Making training targets match what a detector can actually see improves particle reconstruction models
This paper looks at a simple but important problem in machine learning for particle detectors. Modern ML methods try to reconstruct every particle in an event from low-level detector signals. But the answers used to train those models often come from idealized simulation and ignore the detector’s limited spatial resolution. That mismatch can create ambiguous training targets when two particles leave overlapping signals that the detector cannot tell apart.
The authors study this issue in the context of Particle Flow (PF) reconstruction. PF is a way to combine tracking and calorimeter measurements to make a list of particle candidates and their energies and directions. Using a GEANT4-based generic detector simulation called DICE, the team builds “SimShowers”: the calorimeter response associated with each particle that entered the calorimeter. They then run a hit-level merging algorithm that looks at the energy in each calorimeter cell and shares it among overlapping SimShowers. The algorithm computes a per-shower resolvability score and directional connection scores between showers to decide when to merge targets that are experimentally indistinguishable.

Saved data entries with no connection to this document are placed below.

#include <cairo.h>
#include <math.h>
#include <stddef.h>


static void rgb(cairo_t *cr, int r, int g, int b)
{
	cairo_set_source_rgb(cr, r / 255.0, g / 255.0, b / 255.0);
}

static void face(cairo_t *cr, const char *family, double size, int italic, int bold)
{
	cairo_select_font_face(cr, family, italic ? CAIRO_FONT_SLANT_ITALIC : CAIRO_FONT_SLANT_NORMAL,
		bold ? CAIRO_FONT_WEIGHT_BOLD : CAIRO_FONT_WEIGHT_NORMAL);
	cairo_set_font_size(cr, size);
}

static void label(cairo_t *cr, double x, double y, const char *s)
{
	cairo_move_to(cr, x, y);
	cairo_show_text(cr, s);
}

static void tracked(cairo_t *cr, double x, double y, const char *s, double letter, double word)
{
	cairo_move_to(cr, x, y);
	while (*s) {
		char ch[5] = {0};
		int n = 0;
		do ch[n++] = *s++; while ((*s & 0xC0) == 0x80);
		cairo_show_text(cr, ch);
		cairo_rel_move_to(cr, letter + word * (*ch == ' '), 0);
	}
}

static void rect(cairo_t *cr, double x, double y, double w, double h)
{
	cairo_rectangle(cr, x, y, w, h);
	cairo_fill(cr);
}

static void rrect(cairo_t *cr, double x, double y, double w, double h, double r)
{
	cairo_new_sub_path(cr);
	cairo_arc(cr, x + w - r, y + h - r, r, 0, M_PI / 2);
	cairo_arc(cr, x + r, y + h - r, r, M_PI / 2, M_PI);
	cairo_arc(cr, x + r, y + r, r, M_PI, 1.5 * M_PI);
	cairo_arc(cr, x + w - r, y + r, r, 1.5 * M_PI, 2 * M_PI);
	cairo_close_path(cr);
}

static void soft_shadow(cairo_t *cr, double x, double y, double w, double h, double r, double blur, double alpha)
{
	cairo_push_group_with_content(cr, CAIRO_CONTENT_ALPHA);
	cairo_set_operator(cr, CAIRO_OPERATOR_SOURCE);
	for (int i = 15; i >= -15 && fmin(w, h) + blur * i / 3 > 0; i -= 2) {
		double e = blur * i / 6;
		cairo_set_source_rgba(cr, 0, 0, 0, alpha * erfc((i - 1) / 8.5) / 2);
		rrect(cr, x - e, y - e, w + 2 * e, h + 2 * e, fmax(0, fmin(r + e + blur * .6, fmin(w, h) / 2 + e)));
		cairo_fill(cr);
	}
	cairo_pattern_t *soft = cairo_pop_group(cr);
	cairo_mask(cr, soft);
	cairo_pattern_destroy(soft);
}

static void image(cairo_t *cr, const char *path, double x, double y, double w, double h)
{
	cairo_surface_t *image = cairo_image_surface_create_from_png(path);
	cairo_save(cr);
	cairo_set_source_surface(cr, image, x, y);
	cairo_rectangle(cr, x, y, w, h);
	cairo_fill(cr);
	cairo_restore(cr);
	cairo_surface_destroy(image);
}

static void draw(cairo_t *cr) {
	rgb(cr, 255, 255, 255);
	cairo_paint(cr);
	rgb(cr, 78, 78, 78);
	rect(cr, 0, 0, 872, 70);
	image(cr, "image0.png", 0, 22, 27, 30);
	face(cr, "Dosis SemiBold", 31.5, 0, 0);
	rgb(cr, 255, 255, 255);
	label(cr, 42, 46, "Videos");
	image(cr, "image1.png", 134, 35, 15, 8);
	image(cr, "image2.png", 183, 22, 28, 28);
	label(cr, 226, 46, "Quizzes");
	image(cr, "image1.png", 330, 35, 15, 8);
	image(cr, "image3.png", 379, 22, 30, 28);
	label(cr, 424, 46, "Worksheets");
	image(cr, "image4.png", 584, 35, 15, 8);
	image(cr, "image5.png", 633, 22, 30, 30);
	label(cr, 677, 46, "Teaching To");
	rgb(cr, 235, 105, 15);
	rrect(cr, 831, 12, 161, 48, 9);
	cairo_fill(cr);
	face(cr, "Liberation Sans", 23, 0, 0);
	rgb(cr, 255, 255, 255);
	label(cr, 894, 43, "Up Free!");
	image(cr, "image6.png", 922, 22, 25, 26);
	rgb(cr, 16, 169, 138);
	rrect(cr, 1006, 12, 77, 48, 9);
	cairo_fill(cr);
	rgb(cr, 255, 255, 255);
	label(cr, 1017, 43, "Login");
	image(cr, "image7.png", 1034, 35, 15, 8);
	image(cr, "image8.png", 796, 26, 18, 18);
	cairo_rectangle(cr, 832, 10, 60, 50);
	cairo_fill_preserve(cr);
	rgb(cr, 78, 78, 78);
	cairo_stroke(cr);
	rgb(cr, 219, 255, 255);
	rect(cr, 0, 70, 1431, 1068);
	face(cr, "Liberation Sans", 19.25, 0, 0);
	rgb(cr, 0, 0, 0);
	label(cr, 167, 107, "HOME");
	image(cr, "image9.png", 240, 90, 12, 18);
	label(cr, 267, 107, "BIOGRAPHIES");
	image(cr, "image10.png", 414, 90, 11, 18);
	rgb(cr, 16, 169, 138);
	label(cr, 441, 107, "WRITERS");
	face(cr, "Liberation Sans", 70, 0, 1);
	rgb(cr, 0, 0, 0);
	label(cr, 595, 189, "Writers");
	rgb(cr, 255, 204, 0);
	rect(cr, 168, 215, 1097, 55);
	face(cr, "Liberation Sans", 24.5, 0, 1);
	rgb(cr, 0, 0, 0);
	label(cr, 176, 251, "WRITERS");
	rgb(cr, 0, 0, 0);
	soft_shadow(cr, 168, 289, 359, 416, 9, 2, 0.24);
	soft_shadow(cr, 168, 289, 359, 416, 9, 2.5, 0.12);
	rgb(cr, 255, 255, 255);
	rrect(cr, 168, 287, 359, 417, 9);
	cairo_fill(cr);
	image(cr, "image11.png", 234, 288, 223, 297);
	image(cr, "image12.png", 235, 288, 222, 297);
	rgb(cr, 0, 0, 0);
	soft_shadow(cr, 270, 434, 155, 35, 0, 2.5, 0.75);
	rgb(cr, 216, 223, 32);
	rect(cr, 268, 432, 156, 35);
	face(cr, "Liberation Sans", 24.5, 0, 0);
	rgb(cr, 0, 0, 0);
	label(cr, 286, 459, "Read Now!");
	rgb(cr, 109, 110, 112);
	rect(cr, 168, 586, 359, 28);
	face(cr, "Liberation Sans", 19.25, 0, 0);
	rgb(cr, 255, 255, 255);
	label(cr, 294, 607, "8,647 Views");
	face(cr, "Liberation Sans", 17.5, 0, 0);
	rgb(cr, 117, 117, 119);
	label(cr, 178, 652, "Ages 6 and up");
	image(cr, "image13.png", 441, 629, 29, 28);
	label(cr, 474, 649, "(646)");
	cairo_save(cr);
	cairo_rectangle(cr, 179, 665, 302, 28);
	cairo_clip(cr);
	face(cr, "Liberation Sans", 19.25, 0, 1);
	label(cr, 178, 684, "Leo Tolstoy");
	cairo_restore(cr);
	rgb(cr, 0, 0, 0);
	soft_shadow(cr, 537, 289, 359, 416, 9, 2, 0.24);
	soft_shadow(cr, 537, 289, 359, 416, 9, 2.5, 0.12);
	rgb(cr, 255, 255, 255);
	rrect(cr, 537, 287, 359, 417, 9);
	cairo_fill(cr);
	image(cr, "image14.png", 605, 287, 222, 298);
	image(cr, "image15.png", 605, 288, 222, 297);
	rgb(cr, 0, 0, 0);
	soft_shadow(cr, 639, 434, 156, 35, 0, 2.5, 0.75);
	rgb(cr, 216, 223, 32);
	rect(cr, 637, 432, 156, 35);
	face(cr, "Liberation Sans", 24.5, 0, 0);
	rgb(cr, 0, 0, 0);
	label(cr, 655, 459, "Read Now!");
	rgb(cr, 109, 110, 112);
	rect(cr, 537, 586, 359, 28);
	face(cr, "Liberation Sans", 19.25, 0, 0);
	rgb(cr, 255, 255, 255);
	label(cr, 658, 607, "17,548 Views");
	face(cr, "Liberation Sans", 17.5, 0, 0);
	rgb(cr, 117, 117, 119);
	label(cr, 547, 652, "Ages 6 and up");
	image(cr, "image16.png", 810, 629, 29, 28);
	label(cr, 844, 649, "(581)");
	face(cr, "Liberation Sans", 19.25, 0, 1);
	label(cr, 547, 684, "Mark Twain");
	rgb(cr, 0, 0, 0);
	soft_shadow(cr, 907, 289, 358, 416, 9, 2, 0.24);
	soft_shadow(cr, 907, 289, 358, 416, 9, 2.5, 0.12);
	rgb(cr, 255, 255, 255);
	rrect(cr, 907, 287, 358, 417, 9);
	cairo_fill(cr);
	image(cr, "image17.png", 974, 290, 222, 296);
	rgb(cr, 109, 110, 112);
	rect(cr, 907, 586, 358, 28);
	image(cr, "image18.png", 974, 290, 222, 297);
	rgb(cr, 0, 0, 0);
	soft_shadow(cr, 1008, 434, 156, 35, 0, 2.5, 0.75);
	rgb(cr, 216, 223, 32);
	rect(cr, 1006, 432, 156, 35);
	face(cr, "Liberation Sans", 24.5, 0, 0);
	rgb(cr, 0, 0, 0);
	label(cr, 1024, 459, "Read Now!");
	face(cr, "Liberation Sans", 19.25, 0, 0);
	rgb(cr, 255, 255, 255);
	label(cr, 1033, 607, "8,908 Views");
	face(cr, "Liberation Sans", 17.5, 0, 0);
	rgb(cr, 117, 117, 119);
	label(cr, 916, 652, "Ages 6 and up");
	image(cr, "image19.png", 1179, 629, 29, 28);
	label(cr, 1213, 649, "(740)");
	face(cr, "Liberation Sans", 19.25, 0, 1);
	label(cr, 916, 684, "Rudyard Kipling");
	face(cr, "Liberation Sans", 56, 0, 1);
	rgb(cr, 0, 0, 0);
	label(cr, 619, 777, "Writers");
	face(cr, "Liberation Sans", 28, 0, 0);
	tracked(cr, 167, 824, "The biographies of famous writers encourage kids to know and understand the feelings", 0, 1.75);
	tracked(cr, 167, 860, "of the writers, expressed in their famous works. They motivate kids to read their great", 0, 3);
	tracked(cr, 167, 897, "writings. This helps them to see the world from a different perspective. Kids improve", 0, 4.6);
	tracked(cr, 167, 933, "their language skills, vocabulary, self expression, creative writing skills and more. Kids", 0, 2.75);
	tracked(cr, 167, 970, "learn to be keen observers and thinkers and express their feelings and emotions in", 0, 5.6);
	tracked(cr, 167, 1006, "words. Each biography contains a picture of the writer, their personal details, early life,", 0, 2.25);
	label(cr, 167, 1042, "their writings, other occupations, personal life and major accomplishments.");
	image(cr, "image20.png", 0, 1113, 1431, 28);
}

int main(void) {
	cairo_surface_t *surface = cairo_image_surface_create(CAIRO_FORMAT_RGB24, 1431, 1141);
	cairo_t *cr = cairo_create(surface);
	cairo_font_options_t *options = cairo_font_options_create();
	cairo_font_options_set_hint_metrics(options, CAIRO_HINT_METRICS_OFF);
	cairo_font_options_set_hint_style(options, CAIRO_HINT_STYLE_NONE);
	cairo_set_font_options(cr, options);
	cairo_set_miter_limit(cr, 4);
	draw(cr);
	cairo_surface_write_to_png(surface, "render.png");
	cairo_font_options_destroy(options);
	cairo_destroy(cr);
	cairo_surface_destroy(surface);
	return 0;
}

One important variant they introduce is a Particle-Flow-aware (PF-aware) merging. This version keeps the charged-particle constraints that PF needs, so merged targets remain consistent across tracker and calorimeter information. The detector model used in the study has realistic features: an electromagnetic and a hadronic calorimeter with cell sizes from a few to several square centimeters, and a 4 tesla magnetic field. Some simplifications are noted: no electronics readout or digitization is simulated, the tracker is kept inactive and tracks are represented by idealized helix extrapolations with a small momentum smearing, and a track-quality cut is applied to reject cases where that approximation breaks down.